ホテルは現地へついてみないと、どこになるかわからない。このときは上海大厦、当時上海で一番いいホテルで、次が和平飯店だった。



朝の虹口公園朝の公園の名物、太極拳をする人々(A氏撮影)

虹口公園ではアイスクリームを食べようと売店に寄ると、売り子の少女はお金を受け取ると乱暴に投げてよこす。話には聞いていたが、目撃するとさすがにどきりとした。
魯迅記念館では受付や監視の女の子たちが本を読んでいたが、股を大きく広げスカートの上(椅子の上)に本を載せて読むなど、格好がすごかった。中国政治専攻の大学院生の話では、ずっとズボンだったためスカートに慣れていないとのことで、夏はバスの中でスカートをまくりあげて扇ぐ、という話も当時有名だった。





上海の繁華街、南京西路のようす。当時も繁華街だったが、店の品数も限られ、夏は白いシャツ姿が多く、質素。
市内は街路樹がよく茂り、日本の道より暗い感じがした。のどかで南方のどこかの町のようだった。








上海では銀行に鉄格子がまっていた。これについて大学訪中団を引率していた大学院生が、 「本当に泥棒も犯罪もないなら、あんなものあるはずない。現代中国にも犯罪はある。ただ外国人に手を出すと反革命罪になって厳罰だから、外国人には手を出さない。だから外国人にとっては中国は治安がいい」と解説。
これも”中国へ行くと落としたお金が戻ってくる”式の、当時の感激型訪中レポートではわからない、裏事情だった。

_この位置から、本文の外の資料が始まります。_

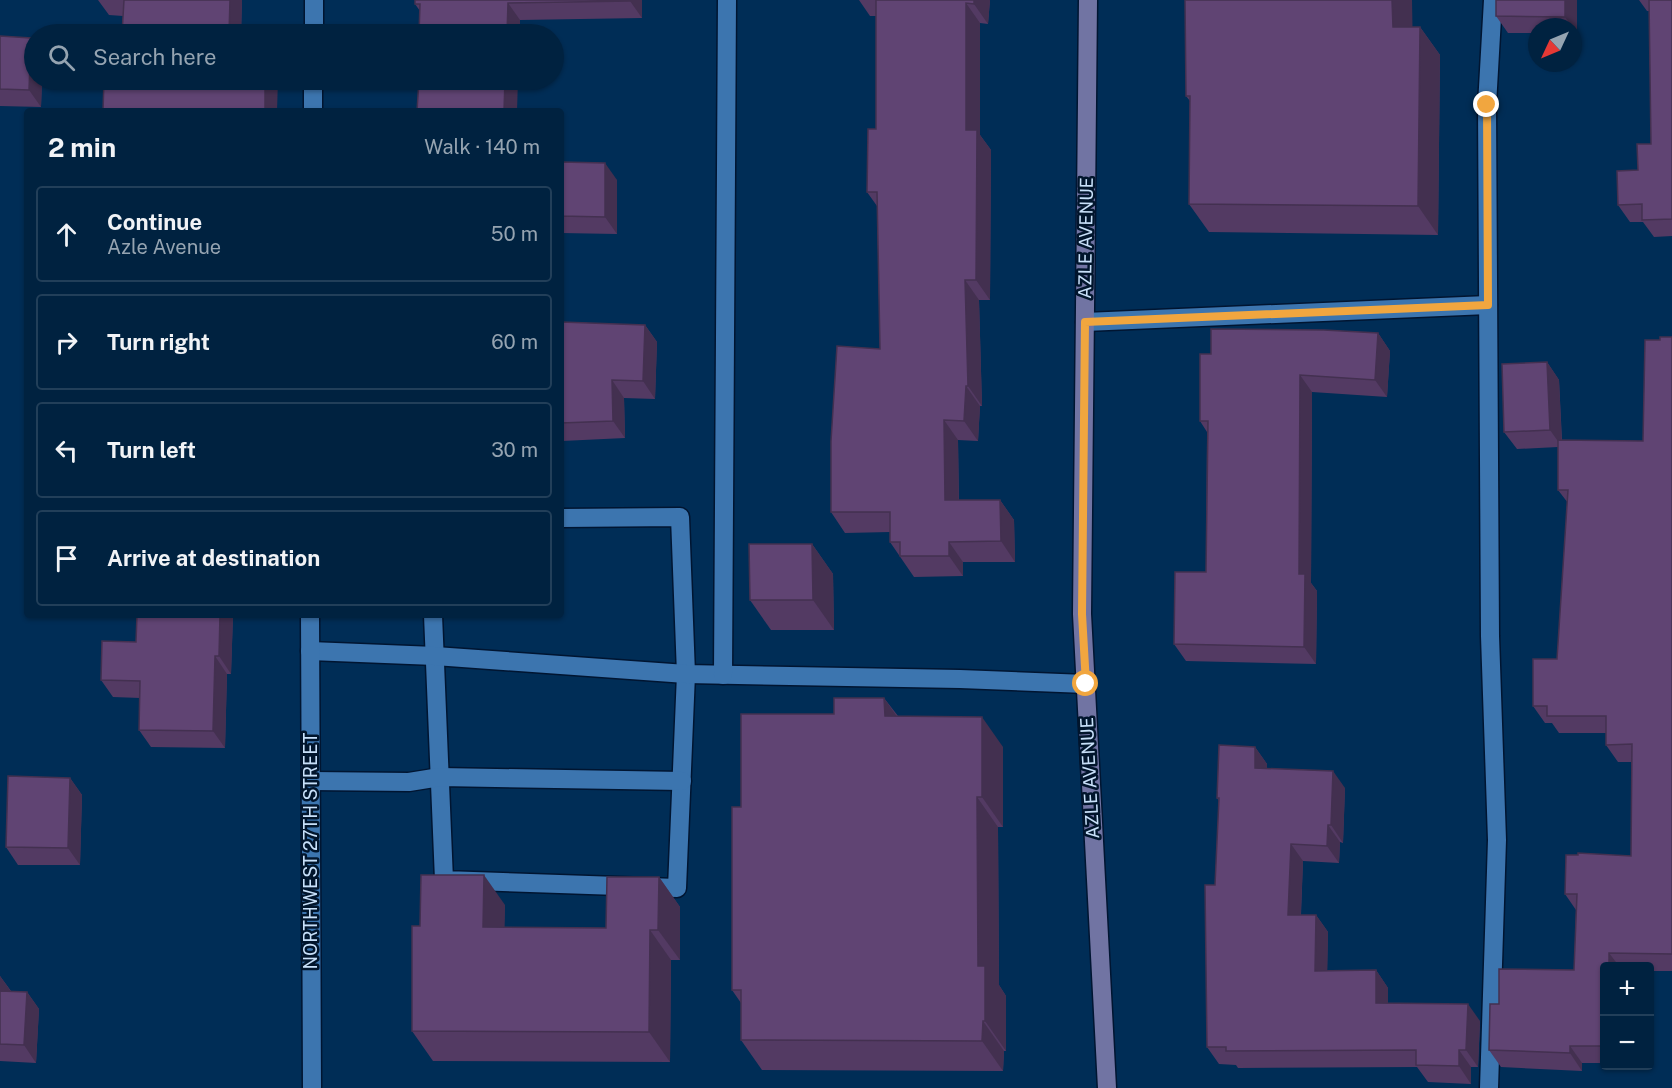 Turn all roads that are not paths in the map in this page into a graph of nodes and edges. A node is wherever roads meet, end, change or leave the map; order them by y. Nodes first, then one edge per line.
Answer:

上海ではミュージカル「桜海思情」を見た(当時の中国旅行では必ずこの手の”友好の夕べ”的なプログラムがあった)。日中戦争をはさんだ日本人女性と中国人男性との悲恋物語で、一種のプロパガンダ作品だろうが、ガイドさんは泣いていた。途中故周恩来総理の電話の声が流れる場面があり、一般に批評をしながら観劇するので騒がしい劇場内が一瞬静まり返った。
同行のみなは口々に、「日本の印象、てあんなだったのー。あのディスコは何よ一体」「あの鶴がなんともいえないね」などと言う。院生らは隣に座った3人の中国人にいちいち、”着物はあんな着方はしない、セーラー服は学校の制服だからあんなときに着ない、第一緑のセーラー服なんて見たことない”等々解説していて、さすがの中国人も逃げ出したとのことだった。
さらにバスの中でもガイドさん相手に「あれはまったく日本と違う」と言っていた。
「どこがですか。服装ですか」と彼女。
「着物の型とかはいいんだけれども、着物の着こなし方とかね、動作とかがね、日本人じゃないんだよ」また最後の花笠踊りの振袖についても、「あんな時に振袖は着ない」とさかんに言っていた。